Kiel. Am Wochenende biegen hier fast im Sekundentakt Kombis, Pkw mit Hänger und Kleintransporter um die Ecke. Mit der mächtigen Walze des furchterregenden Geräts zerkleinert der Müllwerker den Unrat, um den Platz in dem Stahlbehälter optimal auszunutzen. Sonnabends herrscht hier Hochbetrieb, wenn die Kieler morgens ihre Keller aufgeräumt haben.

 Und was nicht alles weggeworfen wird – so mancher Sammler würde sich darüber freuen: „Massive Barhocker mit rustikalem Holz haben wir schon aus den Container gefischt, jetzt haben wir eine alten NVA-Stahlhelm gefunden“, sagt Oliver Nitz, der hier die Oberaufsicht hat. Fast im Sekundentakt biegen Kombis, Pkw mit Hänger und Kleintransporter um die Ecke. Nitz und sein drei Kollegen fragen, was weg soll, sagen, in welche Behälter der ausrangierte Kram geworden werden soll. Stefan Püstow kommt mit alten Computern an, steigt die Treppe an dem Container hoch und legt die Tastatur auf zahllose Computer, Waffeleisen, Bügeleisen, Ventilatoren, Rasenmäher. „Ich bin häufiger hier, jetzt will ich noch mein Altpapier loswerden, das sich angesammelt hat“, erzählt der Kieler.

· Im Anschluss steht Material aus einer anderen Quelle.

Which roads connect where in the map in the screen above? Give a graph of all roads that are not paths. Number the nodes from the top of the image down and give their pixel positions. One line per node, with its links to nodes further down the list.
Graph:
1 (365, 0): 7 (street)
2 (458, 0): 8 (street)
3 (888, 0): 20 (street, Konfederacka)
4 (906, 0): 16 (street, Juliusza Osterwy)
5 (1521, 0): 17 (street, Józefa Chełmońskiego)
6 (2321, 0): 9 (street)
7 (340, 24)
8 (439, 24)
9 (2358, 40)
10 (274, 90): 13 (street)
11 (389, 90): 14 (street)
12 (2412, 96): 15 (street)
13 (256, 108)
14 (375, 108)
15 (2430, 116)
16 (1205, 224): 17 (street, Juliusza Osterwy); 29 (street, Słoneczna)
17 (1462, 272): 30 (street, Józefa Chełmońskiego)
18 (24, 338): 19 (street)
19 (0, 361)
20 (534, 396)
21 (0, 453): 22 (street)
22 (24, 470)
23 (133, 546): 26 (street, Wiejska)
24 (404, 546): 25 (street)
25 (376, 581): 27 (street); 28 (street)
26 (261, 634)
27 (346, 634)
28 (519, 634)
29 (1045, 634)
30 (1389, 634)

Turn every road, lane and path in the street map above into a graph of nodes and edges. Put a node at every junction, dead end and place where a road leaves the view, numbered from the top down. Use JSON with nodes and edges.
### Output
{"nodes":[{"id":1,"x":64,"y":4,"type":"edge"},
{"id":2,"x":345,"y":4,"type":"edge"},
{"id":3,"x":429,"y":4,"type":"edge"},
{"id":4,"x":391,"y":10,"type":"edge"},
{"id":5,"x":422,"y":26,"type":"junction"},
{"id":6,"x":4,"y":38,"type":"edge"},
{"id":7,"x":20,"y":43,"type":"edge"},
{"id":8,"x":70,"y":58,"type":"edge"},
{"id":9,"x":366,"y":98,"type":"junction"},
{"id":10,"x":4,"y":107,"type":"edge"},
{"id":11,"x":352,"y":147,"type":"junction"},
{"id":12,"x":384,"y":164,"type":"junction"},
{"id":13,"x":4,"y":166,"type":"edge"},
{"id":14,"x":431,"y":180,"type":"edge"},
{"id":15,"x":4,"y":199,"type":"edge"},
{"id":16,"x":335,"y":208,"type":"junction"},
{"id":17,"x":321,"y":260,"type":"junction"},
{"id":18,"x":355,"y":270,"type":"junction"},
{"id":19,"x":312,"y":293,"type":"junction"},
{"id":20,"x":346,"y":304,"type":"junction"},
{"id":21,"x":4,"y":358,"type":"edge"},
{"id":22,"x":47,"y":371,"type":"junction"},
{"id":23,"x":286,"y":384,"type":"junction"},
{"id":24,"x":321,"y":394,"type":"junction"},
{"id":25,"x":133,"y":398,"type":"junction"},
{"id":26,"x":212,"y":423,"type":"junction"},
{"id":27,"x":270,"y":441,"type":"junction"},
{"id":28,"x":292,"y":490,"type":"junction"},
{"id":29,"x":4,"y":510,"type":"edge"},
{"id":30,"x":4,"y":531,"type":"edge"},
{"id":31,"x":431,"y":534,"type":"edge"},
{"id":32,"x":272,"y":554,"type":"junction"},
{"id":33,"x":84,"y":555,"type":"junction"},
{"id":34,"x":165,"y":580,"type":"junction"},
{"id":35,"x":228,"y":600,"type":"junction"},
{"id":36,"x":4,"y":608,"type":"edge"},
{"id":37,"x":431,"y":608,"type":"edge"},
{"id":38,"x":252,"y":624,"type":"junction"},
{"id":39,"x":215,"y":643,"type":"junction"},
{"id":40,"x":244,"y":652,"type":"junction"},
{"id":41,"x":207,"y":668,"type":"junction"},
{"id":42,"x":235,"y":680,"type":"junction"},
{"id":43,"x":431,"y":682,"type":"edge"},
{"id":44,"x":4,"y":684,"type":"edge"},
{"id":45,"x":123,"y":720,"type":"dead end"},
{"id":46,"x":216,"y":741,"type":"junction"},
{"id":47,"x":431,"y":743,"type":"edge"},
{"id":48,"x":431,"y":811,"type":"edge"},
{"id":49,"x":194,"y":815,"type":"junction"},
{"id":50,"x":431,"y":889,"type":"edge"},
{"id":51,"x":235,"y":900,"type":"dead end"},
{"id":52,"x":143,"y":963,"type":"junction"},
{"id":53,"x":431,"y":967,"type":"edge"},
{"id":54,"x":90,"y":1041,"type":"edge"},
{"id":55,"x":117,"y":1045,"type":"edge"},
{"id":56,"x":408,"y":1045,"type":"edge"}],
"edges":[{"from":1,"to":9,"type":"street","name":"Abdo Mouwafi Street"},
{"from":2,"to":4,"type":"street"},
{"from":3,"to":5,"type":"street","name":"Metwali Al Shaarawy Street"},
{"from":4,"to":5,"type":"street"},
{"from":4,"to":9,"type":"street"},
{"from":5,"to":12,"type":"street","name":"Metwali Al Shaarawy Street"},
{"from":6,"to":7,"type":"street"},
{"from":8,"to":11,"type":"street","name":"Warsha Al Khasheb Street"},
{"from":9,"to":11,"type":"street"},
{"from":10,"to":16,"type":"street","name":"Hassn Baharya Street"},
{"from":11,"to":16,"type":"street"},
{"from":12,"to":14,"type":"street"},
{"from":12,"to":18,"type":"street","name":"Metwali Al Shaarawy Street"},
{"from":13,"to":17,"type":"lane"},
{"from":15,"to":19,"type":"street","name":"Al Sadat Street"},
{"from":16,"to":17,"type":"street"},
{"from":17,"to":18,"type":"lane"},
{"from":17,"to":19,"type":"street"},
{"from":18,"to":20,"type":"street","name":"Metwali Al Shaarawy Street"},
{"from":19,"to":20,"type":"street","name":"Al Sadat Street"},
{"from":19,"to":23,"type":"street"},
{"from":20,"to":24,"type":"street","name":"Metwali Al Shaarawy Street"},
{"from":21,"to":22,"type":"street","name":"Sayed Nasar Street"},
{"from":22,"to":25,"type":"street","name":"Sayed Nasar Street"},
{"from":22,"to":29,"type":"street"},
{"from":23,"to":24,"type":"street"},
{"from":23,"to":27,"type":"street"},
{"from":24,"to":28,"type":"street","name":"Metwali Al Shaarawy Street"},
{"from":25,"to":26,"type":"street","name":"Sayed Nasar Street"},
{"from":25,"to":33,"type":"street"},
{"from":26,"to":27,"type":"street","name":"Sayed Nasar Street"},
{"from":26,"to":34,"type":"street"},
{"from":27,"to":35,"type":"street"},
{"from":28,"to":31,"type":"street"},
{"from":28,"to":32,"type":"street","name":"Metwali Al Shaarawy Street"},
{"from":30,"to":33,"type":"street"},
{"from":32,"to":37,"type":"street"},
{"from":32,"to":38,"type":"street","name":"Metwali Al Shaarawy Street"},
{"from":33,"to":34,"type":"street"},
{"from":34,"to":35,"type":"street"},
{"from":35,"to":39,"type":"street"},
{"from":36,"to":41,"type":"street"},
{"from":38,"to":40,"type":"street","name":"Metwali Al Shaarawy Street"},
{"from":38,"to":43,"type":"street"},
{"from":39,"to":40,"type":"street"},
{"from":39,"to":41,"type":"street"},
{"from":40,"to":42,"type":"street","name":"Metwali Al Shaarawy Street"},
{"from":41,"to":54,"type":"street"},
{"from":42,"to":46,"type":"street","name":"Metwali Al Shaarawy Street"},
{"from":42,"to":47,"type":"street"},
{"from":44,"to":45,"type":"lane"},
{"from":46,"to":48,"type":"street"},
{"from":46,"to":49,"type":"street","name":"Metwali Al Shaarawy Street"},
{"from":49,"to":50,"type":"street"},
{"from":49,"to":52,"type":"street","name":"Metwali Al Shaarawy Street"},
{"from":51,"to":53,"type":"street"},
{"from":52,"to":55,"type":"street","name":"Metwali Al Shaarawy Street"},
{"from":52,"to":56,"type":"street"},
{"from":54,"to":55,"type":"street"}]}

 André Paslawski ist Stammkunde und wird von Nitz per Handschlag begrüßt. Heute hat er einen Hänger voller Grünschnitt aus dem Garten eines Kunden. „Ich bin seit zehn Jahren in Kiel und biete als selbstständiger Unternehmer Arbeiten rund um das Haus an“, sagt er. Nitz schüttelt währenddessen immer wieder seinen Kopf, wenn er erzählt, was hier landet: „Neu eingepackte Teppiche werden weggeworfen, weil den Leuten die Farbe nicht gepasst hat. Intakte Röhrenfernseher geben die Menschen ab, weil sie sich einen Flachbild-TV gekauft haben.“ Antike Möbel retten die Männer vor dem Rollpacker, um sie aufzubewahren. „Manchmal organisieren wir am Tag der offen Tür einen Flohmarkt und spenden das Geld einer wohltätigen Einrichtung“, erzählt Kollege Krüger. Schon steht der nächste Kombi vor dem Holzcontainer. Die achtjährige Jone hat sich Handschuhe angezogen, bevor sie mit Papa Raphael Müller Brett für Brett von der Ladefläche zerrt. „Wir renovieren gerade und brauchen die Sachen nicht mehr“, sagt Müller, der sich über die Hilfe seiner Tochter freut. Da biegt schon Katrin Sievers um die Ecke, steigt aus und zieht einen eingepackten Klodeckel aus ihrem Auto: „Der ist leider kaputt und muss weg, einen alten Teppich will ich auch noch entsorgen“, sagt die Kielerin und wuchtet das alte Teil in die Box. Der nächste Wagen hält, Niels Herholz klettert vom Fahrersitz: „Die alte Einbauküche ist über“, sagt er und zieht die zerlegten Teil aus seinem Auto.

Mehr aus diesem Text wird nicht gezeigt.